All emails I have ever sent were sent as plain text. Like postcards, everybody on the way to the addressee could easily read and store them. This worries me. I know privacy is something of the past, but encrypting email is possible, at least in theory. However, I wonder whether it is practical enough.
Is there anybody who has experience with email security? Is it easy to set up? And can you still send and receive email from all you friends and acquaintances?
Very unfortunately: No.
Mail encryption usually means public key encryption. This involves the recipient to have a public key published somewhere - this can be used to encrypt emails. That key then has a secret pair - a private key that can be used to decrypt the emails.
For mail encryption to be practical, the email client would have to be able to:
- When sending email, automatically fetch the public key of the recipient to encrypt the messages.
- When receiving email, fetch the user's private key from a designated server, preferably this would be whoever is providing the email service (usually the ISP).
- When setting up the account, automatically create and store the private key.
But the bigger problem here is the infrastructure. For this to happen, there would have to be:
- A widely used, standard way of publishing a public key associated with an email address (and this method would have to be secured via certificate system so that a third party couldn't mess with it too easily).
- A widely used, standard way of automatically creating a private key for an email address and storing it on a remote server accessible by a standard way. Preferably this server would be part of a normal service from the email provider. This server's address would then be entered as a normal procedure on the account settings of the email client, just as incoming and outgoing email servers are entered nowadays, after which the client could handle all the hassle with keys.
Another problem is that most email clients would have to be able to handle the decryption, and most email providers would have to provide the key service, for the system to be effective. Encryption needs full support at both ends of the communication. But I don't see this as that big of an issue. If an easy and practical standard appears on some clients and servers, they could advertise "we support the secure email standard", and others would probably follow suit.
Also the user would have to be notified about whether a public key is available for the recipient. A good approach would be when adding a recipient, showing a common secure symbol, like the padlock or the blue glow used in SSL/TLS connections with web browsers.
Of course, an alternate private key server, or even just a key file, could be configured to the email client so that the more paranoid user could store his/her own keys wherever he wants. For the rest of us, the email provider could still read the emails as they store the private key - but this would still make communications very secure. After all, security is often about who we can trust.
Honestly, I really don't know why this hasn't happened yet. It's not that complicated. Get on with it already!
Yes, it is practical (PGP is not arcane science), and it is recommended. And of course you are still able to send and receive unencrypted emails.
And if you're looking a free secure web-based email service, sign up with Hushmail.
However, if everybody does it, certain TLA agencies will run out of funding very soon :)

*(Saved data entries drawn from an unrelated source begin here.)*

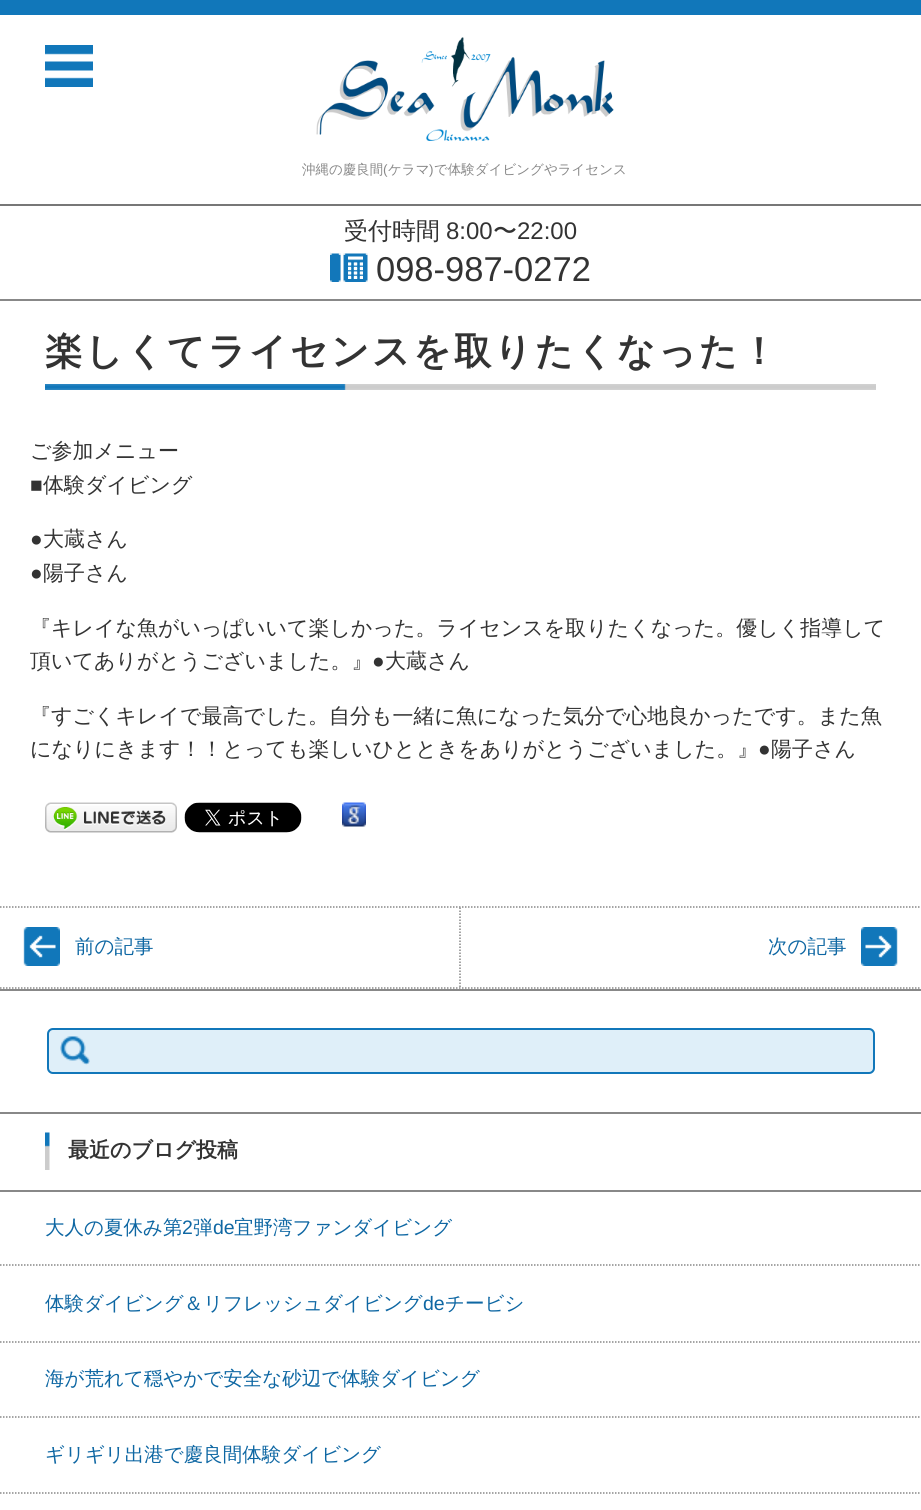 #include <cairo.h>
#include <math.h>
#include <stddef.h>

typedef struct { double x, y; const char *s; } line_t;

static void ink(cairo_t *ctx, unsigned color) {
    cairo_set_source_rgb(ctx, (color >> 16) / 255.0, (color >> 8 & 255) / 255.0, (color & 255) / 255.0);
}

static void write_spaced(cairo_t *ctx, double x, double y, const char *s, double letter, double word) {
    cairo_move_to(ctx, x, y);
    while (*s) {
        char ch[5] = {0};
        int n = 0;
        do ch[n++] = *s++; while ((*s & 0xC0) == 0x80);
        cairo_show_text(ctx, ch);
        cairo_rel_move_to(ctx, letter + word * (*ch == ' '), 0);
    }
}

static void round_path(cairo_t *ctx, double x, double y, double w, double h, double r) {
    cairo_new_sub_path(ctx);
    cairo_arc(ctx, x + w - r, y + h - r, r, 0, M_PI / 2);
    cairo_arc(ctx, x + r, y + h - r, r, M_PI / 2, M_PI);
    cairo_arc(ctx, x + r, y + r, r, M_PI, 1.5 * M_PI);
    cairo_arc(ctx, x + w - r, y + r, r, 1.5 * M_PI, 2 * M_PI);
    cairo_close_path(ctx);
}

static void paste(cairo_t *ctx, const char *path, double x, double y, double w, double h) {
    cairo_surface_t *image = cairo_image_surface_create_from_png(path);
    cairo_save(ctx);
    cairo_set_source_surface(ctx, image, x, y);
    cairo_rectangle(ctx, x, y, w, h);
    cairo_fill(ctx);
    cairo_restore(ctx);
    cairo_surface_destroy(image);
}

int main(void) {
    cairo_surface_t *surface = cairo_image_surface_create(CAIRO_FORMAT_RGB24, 921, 1510);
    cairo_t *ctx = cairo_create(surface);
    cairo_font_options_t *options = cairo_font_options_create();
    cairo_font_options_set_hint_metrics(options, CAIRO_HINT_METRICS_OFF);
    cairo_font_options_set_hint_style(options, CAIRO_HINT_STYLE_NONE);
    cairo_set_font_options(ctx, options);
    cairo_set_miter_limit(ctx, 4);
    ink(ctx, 0xFFFFFF);
    cairo_paint(ctx);
    ink(ctx, 0x1177BA);
    cairo_rectangle(ctx, 0, 0, 921, 15);
    cairo_fill(ctx);
    paste(ctx, "media/1.png", 45, 45, 48, 42);
    ink(ctx, 0x777777);
    cairo_rectangle(ctx, 0, 204, 921, 2);
    cairo_fill(ctx);
    paste(ctx, "media/2.png", 316, 37, 298, 104);
    cairo_select_font_face(ctx, "WenQuanYi Zen Hei Medium", CAIRO_FONT_SLANT_NORMAL, CAIRO_FONT_WEIGHT_NORMAL);
    cairo_set_font_size(ctx, 13.5);
    ink(ctx, 0x888888);
    cairo_move_to(ctx, 302, 174);
    cairo_show_text(ctx, "沖縄の慶良間");
    cairo_select_font_face(ctx, "Liberation Sans", CAIRO_FONT_SLANT_NORMAL, CAIRO_FONT_WEIGHT_NORMAL);
    cairo_move_to(ctx, 383, 174);
    cairo_show_text(ctx, "(");
    cairo_select_font_face(ctx, "WenQuanYi Zen Hei Medium", CAIRO_FONT_SLANT_NORMAL, CAIRO_FONT_WEIGHT_NORMAL);
    cairo_move_to(ctx, 388, 174);
    cairo_show_text(ctx, "ケラマ");
    cairo_select_font_face(ctx, "Liberation Sans", CAIRO_FONT_SLANT_NORMAL, CAIRO_FONT_WEIGHT_NORMAL);
    cairo_move_to(ctx, 429, 174);
    cairo_show_text(ctx, ")");
    cairo_select_font_face(ctx, "WenQuanYi Zen Hei Medium", CAIRO_FONT_SLANT_NORMAL, CAIRO_FONT_WEIGHT_NORMAL);
    cairo_move_to(ctx, 434, 174);
    cairo_show_text(ctx, "で体験ダイビングやライセンス");
    cairo_set_font_size(ctx, 24);
    ink(ctx, 0x333333);
    cairo_move_to(ctx, 344, 239);
    cairo_show_text(ctx, "受付時間");
    cairo_select_font_face(ctx, "Liberation Sans", CAIRO_FONT_SLANT_NORMAL, CAIRO_FONT_WEIGHT_NORMAL);
    cairo_move_to(ctx, 446, 239);
    cairo_show_text(ctx, "8:00");
    cairo_select_font_face(ctx, "WenQuanYi Zen Hei Medium", CAIRO_FONT_SLANT_NORMAL, CAIRO_FONT_WEIGHT_NORMAL);
    cairo_move_to(ctx, 493, 239);
    cairo_show_text(ctx, "〜");
    cairo_select_font_face(ctx, "Liberation Sans", CAIRO_FONT_SLANT_NORMAL, CAIRO_FONT_WEIGHT_NORMAL);
    cairo_move_to(ctx, 517, 239);
    cairo_show_text(ctx, "22:00");
    paste(ctx, "media/3.png", 330, 252, 38, 30);
    cairo_set_font_size(ctx, 34.5);
    cairo_move_to(ctx, 376, 281);
    cairo_show_text(ctx, "098-987-0272");
    ink(ctx, 0x888888);
    cairo_rectangle(ctx, 0, 299, 921, 2);
    cairo_fill(ctx);
    paste(ctx, "media/4.png", 45, 384, 831, 6);
    cairo_select_font_face(ctx, "WenQuanYi Zen Hei", CAIRO_FONT_SLANT_NORMAL, CAIRO_FONT_WEIGHT_BOLD);
    cairo_set_font_size(ctx, 37.5);
    ink(ctx, 0x333333);
    write_spaced(ctx, 45, 364, "楽しくてライセンスを取りたくなった！", 2.6, 0);
    cairo_select_font_face(ctx, "WenQuanYi Zen Hei Medium", CAIRO_FONT_SLANT_NORMAL, CAIRO_FONT_WEIGHT_NORMAL);
    cairo_set_font_size(ctx, 21);
    cairo_move_to(ctx, 30, 458);
    cairo_show_text(ctx, "ご参加メニュー");
    cairo_select_font_face(ctx, "Liberation Sans", CAIRO_FONT_SLANT_NORMAL, CAIRO_FONT_WEIGHT_NORMAL);
    cairo_move_to(ctx, 30, 492);
    cairo_show_text(ctx, "■");
    cairo_select_font_face(ctx, "WenQuanYi Zen Hei Medium", CAIRO_FONT_SLANT_NORMAL, CAIRO_FONT_WEIGHT_NORMAL);
    cairo_move_to(ctx, 43, 492);
    cairo_show_text(ctx, "体験ダイビング");
    cairo_select_font_face(ctx, "Liberation Sans", CAIRO_FONT_SLANT_NORMAL, CAIRO_FONT_WEIGHT_NORMAL);
    cairo_move_to(ctx, 30, 546);
    cairo_show_text(ctx, "●");
    cairo_select_font_face(ctx, "WenQuanYi Zen Hei Medium", CAIRO_FONT_SLANT_NORMAL, CAIRO_FONT_WEIGHT_NORMAL);
    cairo_move_to(ctx, 43, 546);
    cairo_show_text(ctx, "大蔵さん");
    cairo_select_font_face(ctx, "Liberation Sans", CAIRO_FONT_SLANT_NORMAL, CAIRO_FONT_WEIGHT_NORMAL);
    cairo_move_to(ctx, 30, 580);
    cairo_show_text(ctx, "●");
    cairo_select_font_face(ctx, "WenQuanYi Zen Hei Medium", CAIRO_FONT_SLANT_NORMAL, CAIRO_FONT_WEIGHT_NORMAL);
    {
        static const line_t items[] = {
            {43, 580, "陽子さん"},
            {30, 635, "『キレイな魚がいっぱいいて楽しかった。ライセンスを取りたくなった。優しく指導して"},
            {30, 668, "頂いてありがとうございました。』"},
        };
        for (size_t i = 0; i < sizeof items / sizeof *items; i++) {
            cairo_move_to(ctx, items[i].x, items[i].y);
            cairo_show_text(ctx, items[i].s);
        }
    }
    cairo_select_font_face(ctx, "Liberation Sans", CAIRO_FONT_SLANT_NORMAL, CAIRO_FONT_WEIGHT_NORMAL);
    cairo_move_to(ctx, 372, 668);
    cairo_show_text(ctx, "●");
    cairo_select_font_face(ctx, "WenQuanYi Zen Hei Medium", CAIRO_FONT_SLANT_NORMAL, CAIRO_FONT_WEIGHT_NORMAL);
    {
        static const line_t items[] = {
            {385, 668, "大蔵さん"},
            {30, 723, "『すごくキレイで最高でした。自分も一緒に魚になった気分で心地良かったです。また魚"},
            {30, 756, "になりにきます！！とっても楽しいひとときをありがとうございました。』"},
        };
        for (size_t i = 0; i < sizeof items / sizeof *items; i++) {
            cairo_move_to(ctx, items[i].x, items[i].y);
            cairo_show_text(ctx, items[i].s);
        }
    }
    cairo_select_font_face(ctx, "Liberation Sans", CAIRO_FONT_SLANT_NORMAL, CAIRO_FONT_WEIGHT_NORMAL);
    cairo_move_to(ctx, 758, 756);
    cairo_show_text(ctx, "●");
    cairo_select_font_face(ctx, "WenQuanYi Zen Hei Medium", CAIRO_FONT_SLANT_NORMAL, CAIRO_FONT_WEIGHT_NORMAL);
    cairo_move_to(ctx, 771, 756);
    cairo_show_text(ctx, "陽子さん");
    paste(ctx, "media/5.png", 45, 802, 132, 31);
    paste(ctx, "media/6.png", 184, 802, 118, 31);
    paste(ctx, "media/7.png", 342, 802, 24, 25);
    cairo_new_path(ctx);
    cairo_move_to(ctx, 0, 907);
    cairo_line_to(ctx, 921, 907);
    ink(ctx, 0x888888);
    cairo_set_line_width(ctx, 1.5);
    cairo_set_dash(ctx, (double[]){1.5, 1.5}, 2, 0);
    cairo_stroke(ctx);
    cairo_new_path(ctx);
    cairo_move_to(ctx, 0, 988);
    cairo_line_to(ctx, 921, 988);
    cairo_stroke(ctx);
    paste(ctx, "media/8.png", 23, 927, 37, 39);
    cairo_new_path(ctx);
    cairo_move_to(ctx, 460, 907.5);
    cairo_line_to(ctx, 460, 987);
    cairo_stroke(ctx);
    cairo_set_font_size(ctx, 19.5);
    ink(ctx, 0x0E67A3);
    cairo_move_to(ctx, 75, 953);
    cairo_show_text(ctx, "前の記事");
    paste(ctx, "media/9.png", 861, 927, 37, 39);
    cairo_move_to(ctx, 768, 953);
    cairo_show_text(ctx, "次の記事");
    ink(ctx, 0x888888);
    cairo_rectangle(ctx, 0, 989, 921, 2);
    cairo_fill(ctx);
    ink(ctx, 0xDFEFF9);
    round_path(ctx, 47, 1028, 828, 46, 6);
    cairo_fill(ctx);
    paste(ctx, "media/10.png", 60, 1036, 30, 29);
    round_path(ctx, 48, 1029, 826, 44, 5);
    ink(ctx, 0x1177BA);
    cairo_set_line_width(ctx, 2);
    cairo_set_dash(ctx, NULL, 0, 0);
    cairo_stroke(ctx);
    ink(ctx, 0x888888);
    cairo_rectangle(ctx, 0, 1112, 921, 2);
    cairo_fill(ctx);
    paste(ctx, "media/11.png", 45, 1132, 5, 38);
    cairo_rectangle(ctx, 0, 1190, 921, 2);
    cairo_fill(ctx);
    cairo_select_font_face(ctx, "WenQuanYi Zen Hei", CAIRO_FONT_SLANT_NORMAL, CAIRO_FONT_WEIGHT_BOLD);
    cairo_set_font_size(ctx, 21);
    ink(ctx, 0x333333);
    cairo_move_to(ctx, 68, 1157);
    cairo_show_text(ctx, "最近のブログ投稿");
    cairo_new_path(ctx);
    cairo_move_to(ctx, 0, 1265);
    cairo_line_to(ctx, 921, 1265);
    ink(ctx, 0x888888);
    cairo_set_line_width(ctx, 1.5);
    cairo_set_dash(ctx, (double[]){1.5, 1.5}, 2, 0);
    cairo_stroke(ctx);
    cairo_select_font_face(ctx, "WenQuanYi Zen Hei Medium", CAIRO_FONT_SLANT_NORMAL, CAIRO_FONT_WEIGHT_NORMAL);
    cairo_set_font_size(ctx, 19.5);
    ink(ctx, 0x0E67A3);
    cairo_move_to(ctx, 45, 1234);
    cairo_show_text(ctx, "大人の夏休み第");
    cairo_select_font_face(ctx, "Liberation Sans", CAIRO_FONT_SLANT_NORMAL, CAIRO_FONT_WEIGHT_NORMAL);
    cairo_move_to(ctx, 182, 1234);
    cairo_show_text(ctx, "2");
    cairo_select_font_face(ctx, "WenQuanYi Zen Hei Medium", CAIRO_FONT_SLANT_NORMAL, CAIRO_FONT_WEIGHT_NORMAL);
    cairo_move_to(ctx, 193, 1234);
    cairo_show_text(ctx, "弾");
    cairo_select_font_face(ctx, "Liberation Sans", CAIRO_FONT_SLANT_NORMAL, CAIRO_FONT_WEIGHT_NORMAL);
    cairo_move_to(ctx, 213, 1234);
    cairo_show_text(ctx, "de");
    cairo_select_font_face(ctx, "WenQuanYi Zen Hei Medium", CAIRO_FONT_SLANT_NORMAL, CAIRO_FONT_WEIGHT_NORMAL);
    cairo_move_to(ctx, 234, 1234);
    cairo_show_text(ctx, "宜野湾ファンダイビング");
    cairo_new_path(ctx);
    cairo_move_to(ctx, 0, 1342);
    cairo_line_to(ctx, 921, 1342);
    ink(ctx, 0x888888);
    cairo_stroke(ctx);
    ink(ctx, 0x0E67A3);
    cairo_move_to(ctx, 45, 1310);
    cairo_show_text(ctx, "体験ダイビング＆リフレッシュダイビング");
    cairo_select_font_face(ctx, "Liberation Sans", CAIRO_FONT_SLANT_NORMAL, CAIRO_FONT_WEIGHT_NORMAL);
    cairo_move_to(ctx, 423, 1310);
    cairo_show_text(ctx, "de");
    cairo_select_font_face(ctx, "WenQuanYi Zen Hei Medium", CAIRO_FONT_SLANT_NORMAL, CAIRO_FONT_WEIGHT_NORMAL);
    cairo_move_to(ctx, 445, 1310);
    cairo_show_text(ctx, "チービシ");
    cairo_new_path(ctx);
    cairo_move_to(ctx, 0, 1417);
    cairo_line_to(ctx, 921, 1417);
    ink(ctx, 0x888888);
    cairo_stroke(ctx);
    ink(ctx, 0x0E67A3);
    cairo_move_to(ctx, 45, 1385);
    cairo_show_text(ctx, "海が荒れて穏やかで安全な砂辺で体験ダイビング");
    cairo_new_path(ctx);
    cairo_move_to(ctx, 0, 1493);
    cairo_line_to(ctx, 921, 1493);
    ink(ctx, 0x888888);
    cairo_stroke(ctx);
    ink(ctx, 0x0E67A3);
    cairo_move_to(ctx, 45, 1461);
    cairo_show_text(ctx, "ギリギリ出港で慶良間体験ダイビング");
    cairo_surface_write_to_png(surface, "image.png");
    cairo_font_options_destroy(options);
    cairo_destroy(ctx);
    cairo_surface_destroy(surface);
    return 0;
}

In my mind there's not enough people using e-mail encryption to make it usable except in special circumstances (or certain groups of people). Signing your e-mails, on the other hand, doesn't come with any compatibility problems, so that's probably useful, if you care.
The biggest problem with encryption is still initial key exchange. I don't know of anyone who's really solved that problem from a usability standpoint.
I agree with Molly above but have a lot to add. PGP (or GPG if you want something freeware) is very easy to use, and works with many standalone mail clients. That said, it won't work with email that you use in-browser (as far as I know) and both people need to have the same (or at least interworking) package installed.
This is not difficult, but convincing others to install it and use it can be hard. I know I tried a while back, and nobody would follow along.